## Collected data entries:
>>>>>

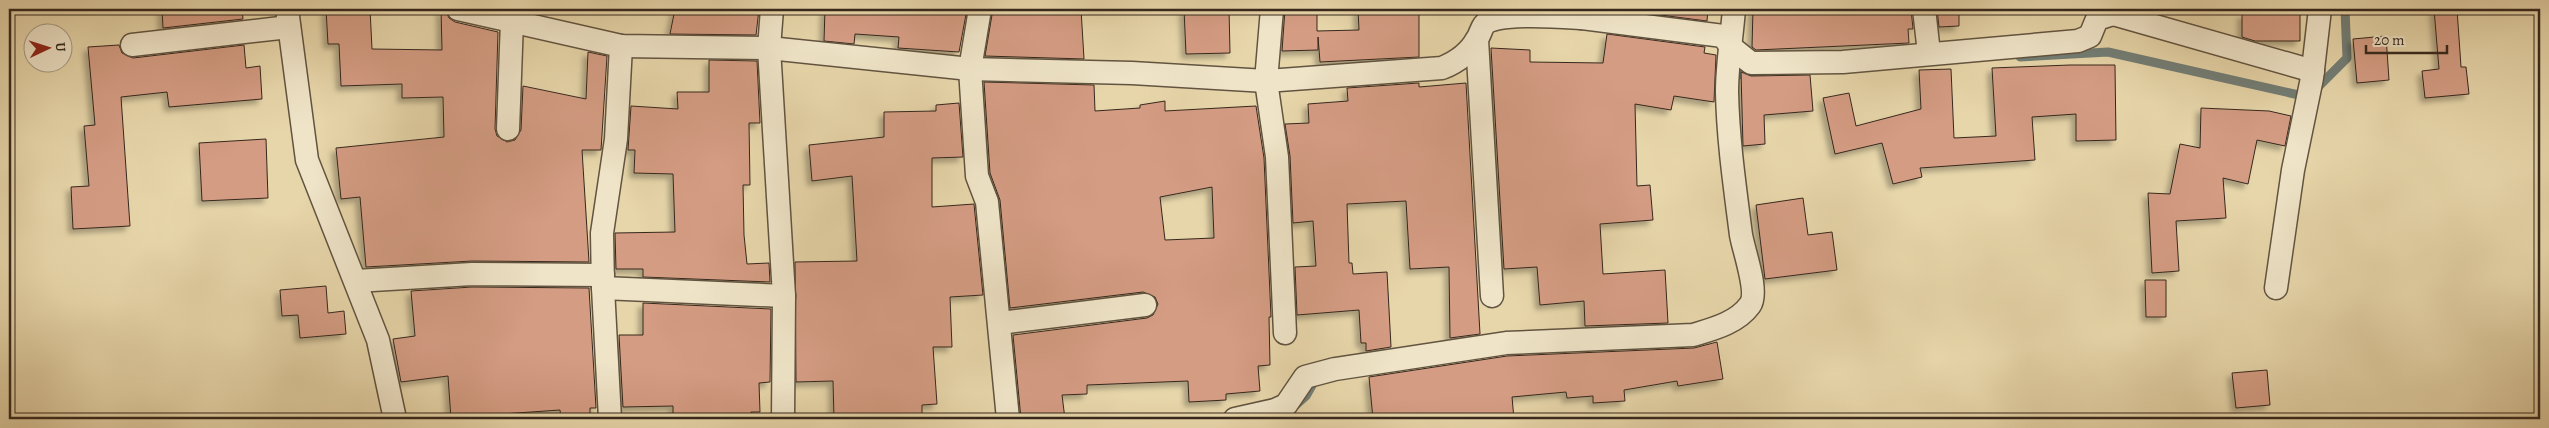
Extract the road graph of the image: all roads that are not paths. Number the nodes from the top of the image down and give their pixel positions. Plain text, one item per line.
1 (458, 9) edge
2 (772, 9) edge
3 (980, 9) edge
4 (1272, 9) edge
5 (1734, 9) edge
6 (1924, 9) edge
7 (2320, 9) edge
8 (2115, 11) edge
9 (1583, 13) edge
10 (288, 18) edge
11 (512, 21) junction
12 (1477, 40) junction
13 (132, 45) dead end
14 (621, 46) junction
15 (1731, 47) junction
16 (769, 48) junction
17 (1929, 53) junction
18 (970, 69) junction
19 (1266, 81) junction
20 (2310, 82) junction
21 (508, 129) dead end
22 (356, 280) junction
23 (603, 281) junction
24 (2276, 288) dead end
25 (784, 296) junction
26 (1492, 296) dead end
27 (1145, 304) dead end
28 (1000, 323) junction
29 (1285, 333) dead end
30 (395, 419) edge
31 (610, 419) edge
32 (782, 419) edge
33 (1008, 419) edge
34 (1235, 419) edge

1 - 11 street
2 - 16 street
3 - 18 street
4 - 19 street
5 - 15 street
6 - 17 street
7 - 20 street
8 - 17 street
8 - 20 street
9 - 12 street
9 - 15 street
10 - 13 street
10 - 22 street
11 - 14 street
11 - 21 street
12 - 19 street
12 - 26 street
14 - 16 street
14 - 23 street
15 - 17 street
15 - 34 street
16 - 18 street
16 - 25 street
18 - 19 street
18 - 28 street
19 - 29 street
20 - 24 street
22 - 23 street
22 - 30 street
23 - 25 street
23 - 31 street
25 - 32 street
27 - 28 street
28 - 33 street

<<<<<

## The task:
Copy out the lines of the data where the word "dead" can be found.

## Output for this task:
13 (132, 45) dead end
21 (508, 129) dead end
24 (2276, 288) dead end
26 (1492, 296) dead end
27 (1145, 304) dead end
29 (1285, 333) dead end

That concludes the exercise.